= The Character and Death of Mrs. Hester Ann Rogers =

Methodist tract from 1794

The Character and Death of Mrs. Hester Ann Rogers is a Methodist tract from 1794, still in print in 2008. The text is a publication of the sermon given by the Reverend Thomas Coke upon the death of the Methodist writer Hester Rogers, with an appendix written by her husband James Rogers; there is a third section, a “Supplement to the Appendix—consisting of Miscellaneous Extracts from the Journals of Mrs. Hester Ann Rogers.” Coke's sermon and James Rogers' appendix both contain published passages from Hester Rogers' own book entitled A Short Account of the Experience of Mrs. H.A. Rogers, Written by Herself as well as unpublished excerpts from her journals and correspondence. The history of the “Supplement to the Appendix” is not clear.

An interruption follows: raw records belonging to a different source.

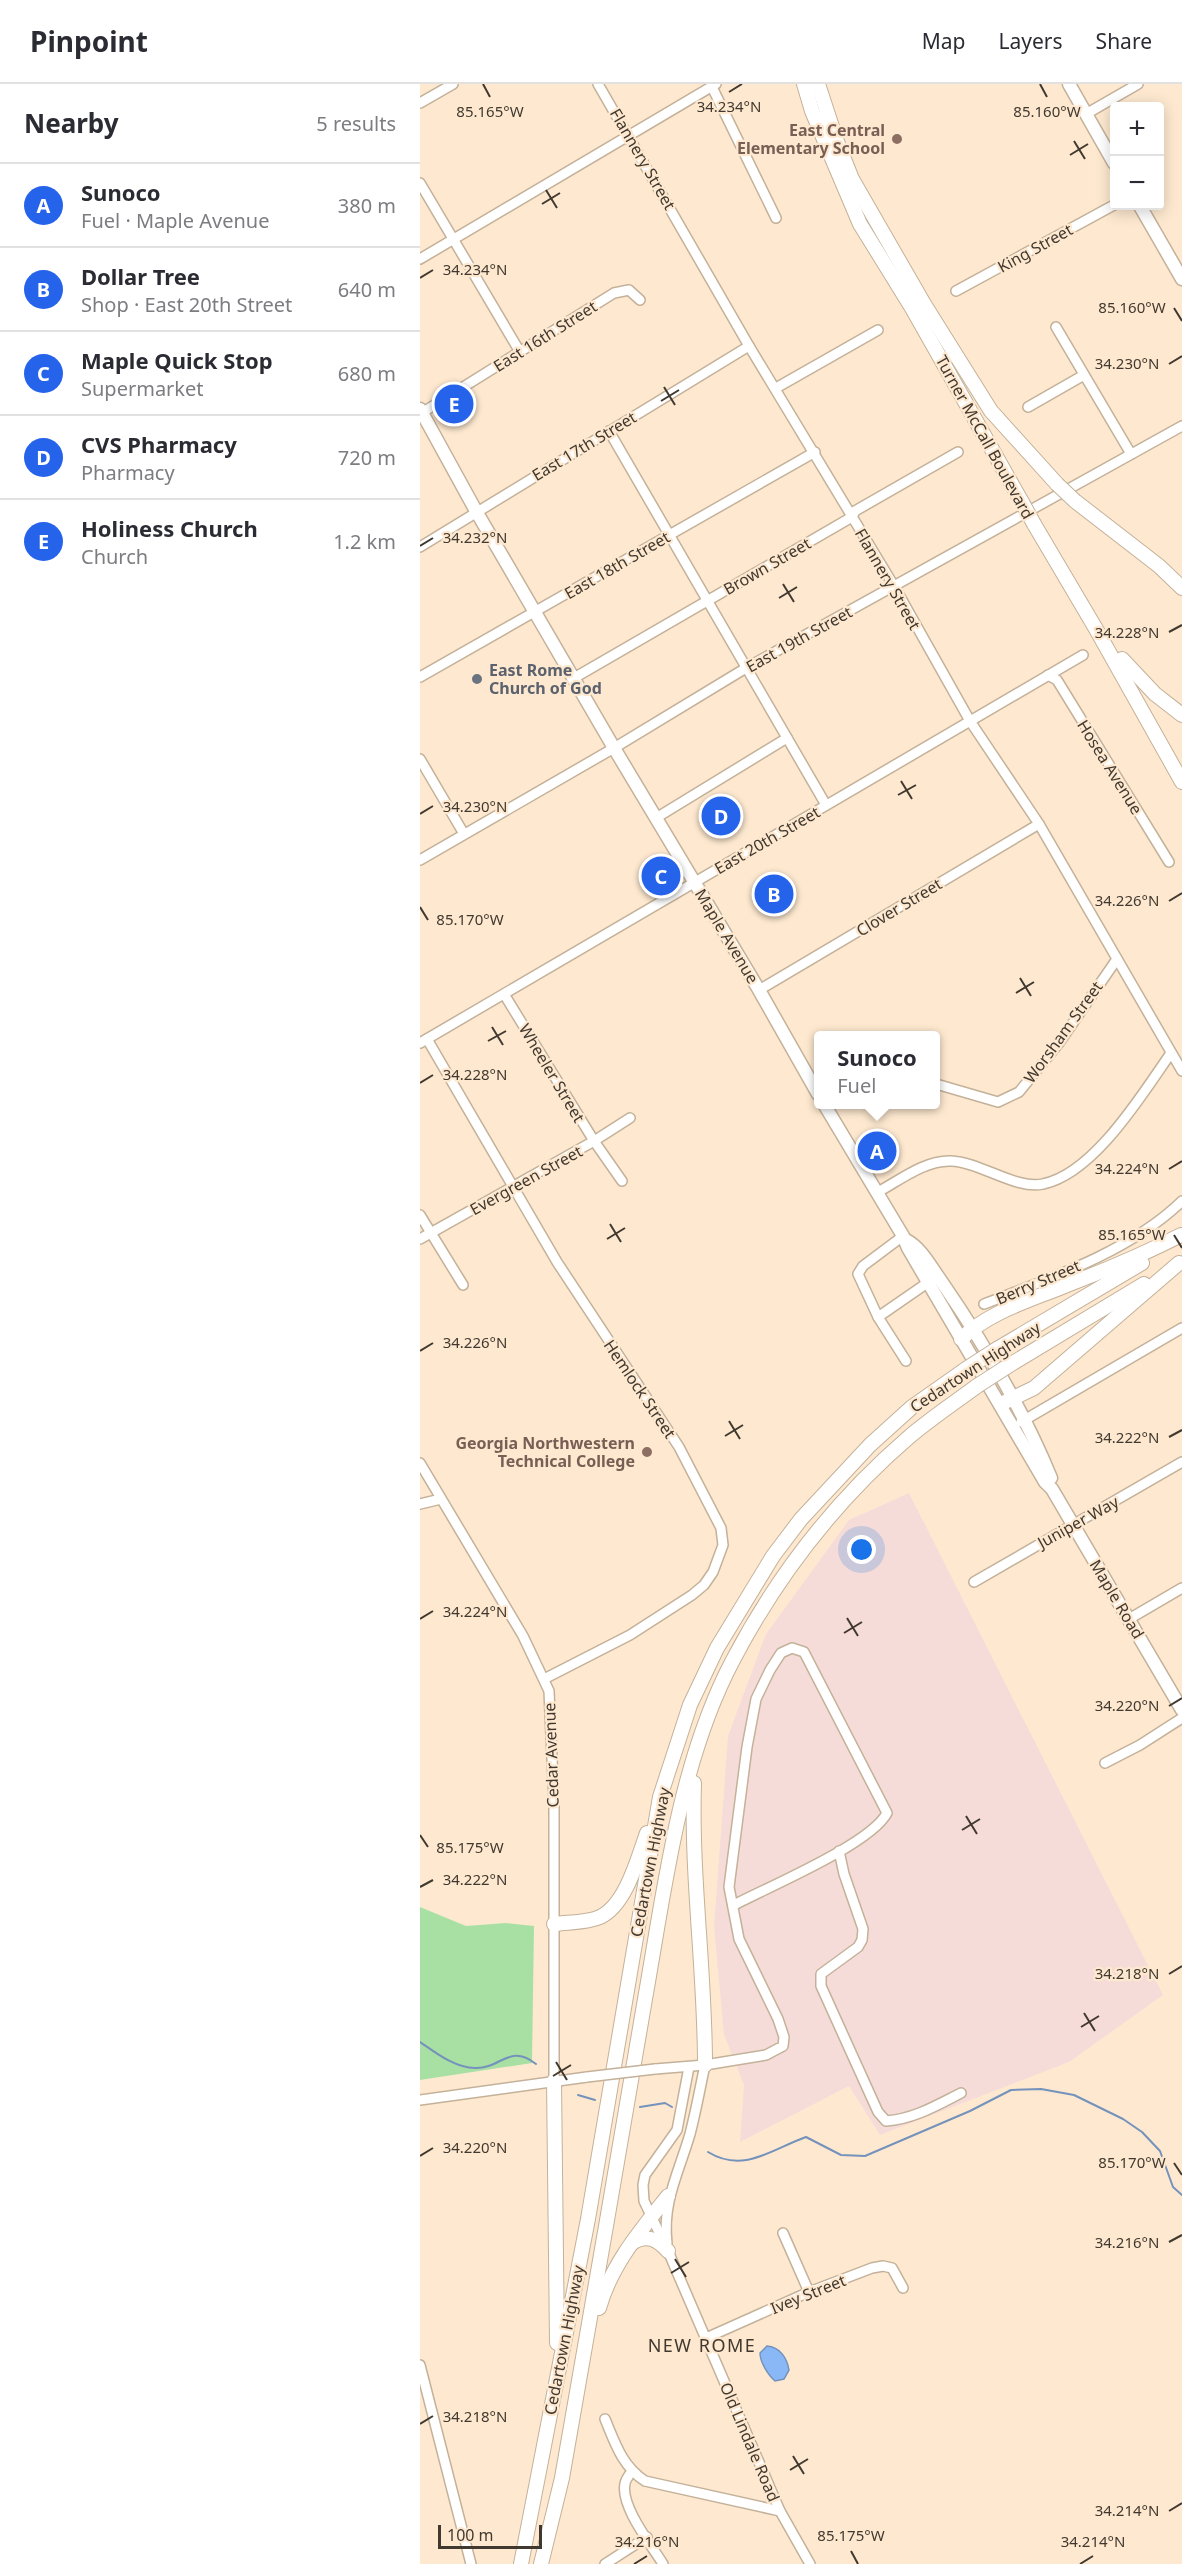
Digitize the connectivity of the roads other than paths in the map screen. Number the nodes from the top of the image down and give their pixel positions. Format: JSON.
{"nodes":[{"id":1,"x":453,"y":84,"type":"edge"},
{"id":2,"x":598,"y":84,"type":"edge"},
{"id":3,"x":804,"y":84,"type":"edge"},
{"id":4,"x":818,"y":84,"type":"edge"},
{"id":5,"x":1068,"y":84,"type":"edge"},
{"id":6,"x":1138,"y":84,"type":"edge"},
{"id":7,"x":714,"y":85,"type":"edge"},
{"id":8,"x":420,"y":103,"type":"edge"},
{"id":9,"x":1086,"y":114,"type":"junction"},
{"id":10,"x":629,"y":134,"type":"junction"},
{"id":11,"x":1110,"y":156,"type":"edge"},
{"id":12,"x":420,"y":183,"type":"edge"},
{"id":13,"x":1110,"y":207,"type":"edge"},
{"id":14,"x":1142,"y":210,"type":"edge"},
{"id":15,"x":776,"y":218,"type":"dead end"},
{"id":16,"x":453,"y":239,"type":"junction"},
{"id":17,"x":420,"y":259,"type":"edge"},
{"id":18,"x":1182,"y":279,"type":"edge"},
{"id":19,"x":956,"y":291,"type":"dead end"},
{"id":20,"x":640,"y":300,"type":"dead end"},
{"id":21,"x":1056,"y":327,"type":"dead end"},
{"id":22,"x":878,"y":330,"type":"dead end"},
{"id":23,"x":749,"y":346,"type":"junction"},
{"id":24,"x":520,"y":352,"type":"junction"},
{"id":25,"x":1084,"y":375,"type":"junction"},
{"id":26,"x":776,"y":387,"type":"junction"},
{"id":27,"x":1028,"y":407,"type":"dead end"},
{"id":28,"x":421,"y":412,"type":"edge"},
{"id":29,"x":1182,"y":426,"type":"edge"},
{"id":30,"x":609,"y":431,"type":"junction"},
{"id":31,"x":815,"y":452,"type":"junction"},
{"id":32,"x":958,"y":452,"type":"dead end"},
{"id":33,"x":1131,"y":454,"type":"junction"},
{"id":34,"x":477,"y":511,"type":"junction"},
{"id":35,"x":852,"y":517,"type":"junction"},
{"id":36,"x":669,"y":535,"type":"junction"},
{"id":37,"x":420,"y":547,"type":"edge"},
{"id":38,"x":1159,"y":566,"type":"junction"},
{"id":39,"x":1182,"y":580,"type":"edge"},
{"id":40,"x":894,"y":586,"type":"junction"},
{"id":41,"x":1182,"y":588,"type":"edge"},
{"id":42,"x":1077,"y":596,"type":"junction"},
{"id":43,"x":708,"y":601,"type":"junction"},
{"id":44,"x":535,"y":612,"type":"junction"},
{"id":45,"x":1083,"y":654,"type":"dead end"},
{"id":46,"x":746,"y":668,"type":"junction"},
{"id":47,"x":1048,"y":675,"type":"junction"},
{"id":48,"x":420,"y":677,"type":"edge"},
{"id":49,"x":574,"y":678,"type":"junction"},
{"id":50,"x":1182,"y":715,"type":"edge"},
{"id":51,"x":970,"y":721,"type":"junction"},
{"id":52,"x":787,"y":738,"type":"junction"},
{"id":53,"x":614,"y":748,"type":"junction"},
{"id":54,"x":420,"y":759,"type":"edge"},
{"id":55,"x":1182,"y":782,"type":"edge"},
{"id":56,"x":826,"y":805,"type":"junction"},
{"id":57,"x":656,"y":818,"type":"junction"},
{"id":58,"x":1039,"y":824,"type":"junction"},
{"id":59,"x":464,"y":834,"type":"junction"},
{"id":60,"x":420,"y":860,"type":"edge"},
{"id":61,"x":1169,"y":862,"type":"dead end"},
{"id":62,"x":696,"y":882,"type":"junction"},
{"id":63,"x":1117,"y":959,"type":"junction"},
{"id":64,"x":759,"y":990,"type":"junction"},
{"id":65,"x":504,"y":994,"type":"junction"},
{"id":66,"x":423,"y":1041,"type":"edge"},
{"id":67,"x":1172,"y":1053,"type":"junction"},
{"id":68,"x":1182,"y":1071,"type":"edge"},
{"id":69,"x":814,"y":1085,"type":"edge"},
{"id":70,"x":940,"y":1085,"type":"edge"},
{"id":71,"x":828,"y":1109,"type":"edge"},
{"id":72,"x":630,"y":1118,"type":"dead end"},
{"id":73,"x":594,"y":1141,"type":"junction"},
{"id":74,"x":622,"y":1181,"type":"dead end"},
{"id":75,"x":513,"y":1187,"type":"junction"},
{"id":76,"x":876,"y":1193,"type":"junction"},
{"id":77,"x":1182,"y":1201,"type":"edge"},
{"id":78,"x":420,"y":1215,"type":"edge"},
{"id":79,"x":430,"y":1233,"type":"junction"},
{"id":80,"x":1182,"y":1235,"type":"edge"},
{"id":81,"x":905,"y":1238,"type":"junction"},
{"id":82,"x":420,"y":1239,"type":"edge"},
{"id":83,"x":1180,"y":1262,"type":"edge"},
{"id":84,"x":933,"y":1280,"type":"junction"},
{"id":85,"x":463,"y":1285,"type":"dead end"},
{"id":86,"x":984,"y":1304,"type":"dead end"},
{"id":87,"x":879,"y":1317,"type":"junction"},
{"id":88,"x":972,"y":1328,"type":"junction"},
{"id":89,"x":1182,"y":1328,"type":"edge"},
{"id":90,"x":961,"y":1339,"type":"junction"},
{"id":91,"x":906,"y":1361,"type":"dead end"},
{"id":92,"x":993,"y":1366,"type":"joint"},
{"id":93,"x":980,"y":1380,"type":"junction"},
{"id":94,"x":1006,"y":1401,"type":"junction"},
{"id":95,"x":1019,"y":1423,"type":"junction"},
{"id":96,"x":1182,"y":1462,"type":"edge"},
{"id":97,"x":420,"y":1463,"type":"edge"},
{"id":98,"x":441,"y":1499,"type":"junction"},
{"id":99,"x":420,"y":1504,"type":"edge"},
{"id":100,"x":1072,"y":1526,"type":"junction"},
{"id":101,"x":974,"y":1582,"type":"dead end"},
{"id":102,"x":1182,"y":1588,"type":"edge"},
{"id":103,"x":1129,"y":1619,"type":"junction"},
{"id":104,"x":544,"y":1679,"type":"junction"},
{"id":105,"x":1182,"y":1710,"type":"edge"},
{"id":106,"x":1182,"y":1718,"type":"edge"},
{"id":107,"x":695,"y":1757,"type":"junction"},
{"id":108,"x":1104,"y":1763,"type":"dead end"},
{"id":109,"x":660,"y":1797,"type":"junction"},
{"id":110,"x":839,"y":1851,"type":"junction"},
{"id":111,"x":734,"y":1905,"type":"junction"},
{"id":112,"x":554,"y":1924,"type":"junction"},
{"id":113,"x":705,"y":2065,"type":"junction"},
{"id":114,"x":689,"y":2067,"type":"junction"},
{"id":115,"x":554,"y":2081,"type":"junction"},
{"id":116,"x":961,"y":2093,"type":"dead end"},
{"id":117,"x":420,"y":2100,"type":"edge"},
{"id":118,"x":669,"y":2196,"type":"junction"},
{"id":119,"x":651,"y":2218,"type":"junction"},
{"id":120,"x":783,"y":2233,"type":"dead end"},
{"id":121,"x":632,"y":2243,"type":"junction"},
{"id":122,"x":668,"y":2252,"type":"junction"},
{"id":123,"x":903,"y":2288,"type":"dead end"},
{"id":124,"x":809,"y":2292,"type":"junction"},
{"id":125,"x":588,"y":2334,"type":"junction"},
{"id":126,"x":706,"y":2338,"type":"junction"},
{"id":127,"x":420,"y":2365,"type":"edge"},
{"id":128,"x":557,"y":2372,"type":"junction"},
{"id":129,"x":605,"y":2419,"type":"dead end"},
{"id":130,"x":631,"y":2472,"type":"junction"},
{"id":131,"x":780,"y":2511,"type":"junction"},
{"id":132,"x":647,"y":2537,"type":"junction"},
{"id":133,"x":471,"y":2564,"type":"edge"},
{"id":134,"x":521,"y":2564,"type":"edge"},
{"id":135,"x":541,"y":2564,"type":"edge"},
{"id":136,"x":605,"y":2564,"type":"edge"},
{"id":137,"x":663,"y":2564,"type":"edge"},
{"id":138,"x":810,"y":2564,"type":"edge"}],
"edges":[{"from":1,"to":8,"type":"street"},
{"from":2,"to":10,"type":"street","name":"Flannery Street"},
{"from":3,"to":42,"type":"highway","name":"Turner McCall Boulevard","bridge":true},
{"from":4,"to":38,"type":"highway","name":"Turner McCall Boulevard","bridge":true},
{"from":5,"to":9,"type":"main road"},
{"from":6,"to":9,"type":"street"},
{"from":7,"to":10,"type":"street"},
{"from":7,"to":15,"type":"street"},
{"from":9,"to":11,"type":"main road"},
{"from":10,"to":16,"type":"street"},
{"from":10,"to":23,"type":"street","name":"Flannery Street"},
{"from":12,"to":16,"type":"street"},
{"from":13,"to":19,"type":"street","name":"King Street"},
{"from":14,"to":18,"type":"main road"},
{"from":16,"to":17,"type":"street"},
{"from":16,"to":24,"type":"street"},
{"from":20,"to":24,"type":"street","name":"East 16th Street"},
{"from":21,"to":25,"type":"street"},
{"from":22,"to":26,"type":"street"},
{"from":23,"to":26,"type":"street","name":"Flannery Street"},
{"from":23,"to":30,"type":"street","name":"East 17th Street"},
{"from":24,"to":28,"type":"street","name":"East 16th Street"},
{"from":25,"to":27,"type":"street"},
{"from":25,"to":33,"type":"street"},
{"from":26,"to":31,"type":"street","name":"Flannery Street"},
{"from":28,"to":34,"type":"main road","name":"Maple Avenue"},
{"from":29,"to":33,"type":"street","name":"East 19th Street"},
{"from":30,"to":34,"type":"street","name":"East 17th Street"},
{"from":30,"to":36,"type":"street"},
{"from":31,"to":35,"type":"street","name":"Flannery Street"},
{"from":31,"to":36,"type":"street","name":"East 18th Street"},
{"from":32,"to":35,"type":"street","name":"Brown Street"},
{"from":33,"to":40,"type":"street","name":"East 19th Street"},
{"from":34,"to":37,"type":"street","name":"East 17th Street"},
{"from":34,"to":44,"type":"main road","name":"Maple Avenue"},
{"from":35,"to":40,"type":"street","name":"Flannery Street"},
{"from":35,"to":43,"type":"street","name":"Brown Street"},
{"from":36,"to":43,"type":"street"},
{"from":36,"to":44,"type":"street","name":"East 18th Street"},
{"from":38,"to":39,"type":"highway"},
{"from":38,"to":41,"type":"highway","name":"Turner McCall Boulevard"},
{"from":40,"to":46,"type":"street","name":"East 19th Street"},
{"from":40,"to":51,"type":"street","name":"Flannery Street"},
{"from":42,"to":50,"type":"highway"},
{"from":42,"to":55,"type":"highway","name":"Turner McCall Boulevard"},
{"from":43,"to":46,"type":"street"},
{"from":43,"to":49,"type":"street","name":"Brown Street"},
{"from":44,"to":48,"type":"street","name":"East 18th Street"},
{"from":44,"to":49,"type":"main road","name":"Maple Avenue"},
{"from":45,"to":47,"type":"street","name":"East 20th Street"},
{"from":46,"to":52,"type":"street"},
{"from":46,"to":53,"type":"street","name":"East 19th Street"},
{"from":47,"to":51,"type":"street","name":"East 20th Street"},
{"from":47,"to":61,"type":"street","name":"Hosea Avenue"},
{"from":49,"to":53,"type":"main road","name":"Maple Avenue"},
{"from":51,"to":56,"type":"street","name":"East 20th Street"},
{"from":51,"to":58,"type":"street","name":"Flannery Street"},
{"from":52,"to":56,"type":"street"},
{"from":52,"to":57,"type":"street"},
{"from":53,"to":57,"type":"main road","name":"Maple Avenue"},
{"from":53,"to":59,"type":"street","name":"East 19th Street"},
{"from":54,"to":59,"type":"street"},
{"from":56,"to":62,"type":"street","name":"East 20th Street"},
{"from":57,"to":62,"type":"main road","name":"Maple Avenue"},
{"from":58,"to":63,"type":"street","name":"Flannery Street"},
{"from":58,"to":64,"type":"street","name":"Clover Street"},
{"from":59,"to":60,"type":"street","name":"East 19th Street"},
{"from":62,"to":64,"type":"main road","name":"Maple Avenue"},
{"from":62,"to":65,"type":"street","name":"East 20th Street"},
{"from":63,"to":67,"type":"street","name":"Flannery Street"},
{"from":63,"to":70,"type":"street","name":"Worsham Street"},
{"from":64,"to":69,"type":"main road","name":"Maple Avenue"},
{"from":65,"to":66,"type":"street","name":"East 20th Street"},
{"from":65,"to":73,"type":"street","name":"Wheeler Street"},
{"from":66,"to":75,"type":"street","name":"Hemlock Street"},
{"from":67,"to":68,"type":"street","name":"Flannery Street"},
{"from":67,"to":76,"type":"street"},
{"from":71,"to":76,"type":"main road","name":"Maple Avenue"},
{"from":72,"to":73,"type":"street","name":"Evergreen Street"},
{"from":73,"to":74,"type":"street","name":"Wheeler Street"},
{"from":73,"to":75,"type":"street","name":"Evergreen Street"},
{"from":75,"to":79,"type":"street","name":"Evergreen Street"},
{"from":75,"to":104,"type":"street","name":"Hemlock Street"},
{"from":76,"to":81,"type":"main road","name":"Maple Avenue"},
{"from":77,"to":86,"type":"street","name":"Berry Street"},
{"from":78,"to":79,"type":"street"},
{"from":79,"to":82,"type":"street","name":"Evergreen Street"},
{"from":79,"to":85,"type":"street"},
{"from":80,"to":88,"type":"highway"},
{"from":80,"to":109,"type":"highway","name":"Cedartown Highway","bridge":true},
{"from":81,"to":84,"type":"main road","name":"Maple Avenue"},
{"from":81,"to":87,"type":"street"},
{"from":83,"to":93,"type":"highway","name":"Cedartown Highway","bridge":true},
{"from":83,"to":94,"type":"highway"},
{"from":84,"to":87,"type":"street"},
{"from":84,"to":88,"type":"main road","name":"Maple Avenue"},
{"from":84,"to":90,"type":"main road","name":"Maple Avenue"},
{"from":87,"to":91,"type":"street"},
{"from":88,"to":90,"type":"highway"},
{"from":88,"to":92,"type":"main road","name":"Maple Avenue"},
{"from":89,"to":95,"type":"street"},
{"from":90,"to":93,"type":"main road","name":"Maple Avenue"},
{"from":92,"to":94,"type":"main road","name":"Maple Road"},
{"from":93,"to":94,"type":"main road","name":"Maple Road"},
{"from":93,"to":107,"type":"highway","name":"Cedartown Highway"},
{"from":94,"to":95,"type":"main road","name":"Maple Road"},
{"from":95,"to":100,"type":"main road","name":"Maple Road"},
{"from":96,"to":100,"type":"street","name":"Juniper Way"},
{"from":97,"to":98,"type":"street","name":"Cedar Avenue"},
{"from":98,"to":99,"type":"street"},
{"from":98,"to":104,"type":"street","name":"Cedar Avenue"},
{"from":100,"to":101,"type":"street","name":"Juniper Way"},
{"from":100,"to":103,"type":"main road","name":"Maple Road"},
{"from":102,"to":103,"type":"street"},
{"from":103,"to":105,"type":"main road","name":"Maple Road"},
{"from":104,"to":112,"type":"street","name":"Cedar Avenue"},
{"from":106,"to":108,"type":"street"},
{"from":107,"to":113,"type":"highway"},
{"from":107,"to":125,"type":"highway","name":"Cedartown Highway"},
{"from":109,"to":112,"type":"highway"},
{"from":109,"to":128,"type":"highway","name":"Cedartown Highway"},
{"from":110,"to":111,"type":"street"},
{"from":110,"to":111,"type":"street"},
{"from":110,"to":116,"type":"street"},
{"from":111,"to":113,"type":"street"},
{"from":112,"to":115,"type":"street","name":"Cedar Avenue"},
{"from":113,"to":114,"type":"street"},
{"from":113,"to":118,"type":"street","name":"Old Lindale Road"},
{"from":114,"to":115,"type":"street","bridge":true},
{"from":114,"to":119,"type":"street","name":"Old Lindale Road"},
{"from":115,"to":117,"type":"street"},
{"from":115,"to":128,"type":"highway"},
{"from":118,"to":119,"type":"highway"},
{"from":118,"to":122,"type":"street","name":"Old Lindale Road"},
{"from":119,"to":121,"type":"highway"},
{"from":119,"to":122,"type":"street","name":"Old Lindale Road"},
{"from":120,"to":124,"type":"street"},
{"from":121,"to":122,"type":"highway"},
{"from":121,"to":125,"type":"highway"},
{"from":122,"to":126,"type":"street","name":"Old Lindale Road"},
{"from":123,"to":124,"type":"street","name":"Ivey Street"},
{"from":124,"to":126,"type":"street","name":"Ivey Street"},
{"from":125,"to":135,"type":"highway","name":"Cedartown Highway"},
{"from":126,"to":131,"type":"street","name":"Old Lindale Road"},
{"from":127,"to":133,"type":"street"},
{"from":128,"to":134,"type":"highway","name":"Cedartown Highway"},
{"from":129,"to":130,"type":"street"},
{"from":130,"to":131,"type":"street"},
{"from":130,"to":132,"type":"street"},
{"from":131,"to":138,"type":"street","name":"Old Lindale Road"},
{"from":132,"to":136,"type":"street"},
{"from":132,"to":137,"type":"street"}]}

Thomas Coke's sermon is divided into five sections:

- First, Give an Explication of the Text.
- Secondly, Consider the grand point held forth to our view, —the Certainty of Death.
- Thirdly, Lay down some consideration against the Fear of Death, for the use and comfort of believers
- Fourthly, Draw some Inferences from the foregoing heads; and,
- Lastly, Present you with an epitome of the Experience, Death, and Character of our deceased Friend

==Editions==

The first edition was printed in 1794 by the Conference Office, London. G. Story is listed as the agent; the book was sold by George Whitfield at the New Chapel and at the “Methodist Chapels in Town and Country.” A second edition was printed in 1796 by J. Belcher in Birmingham. The third edition dates from 1815, printed at the Conference Office in London by Thomas Cordeux. There have been dozens of subsequent editions.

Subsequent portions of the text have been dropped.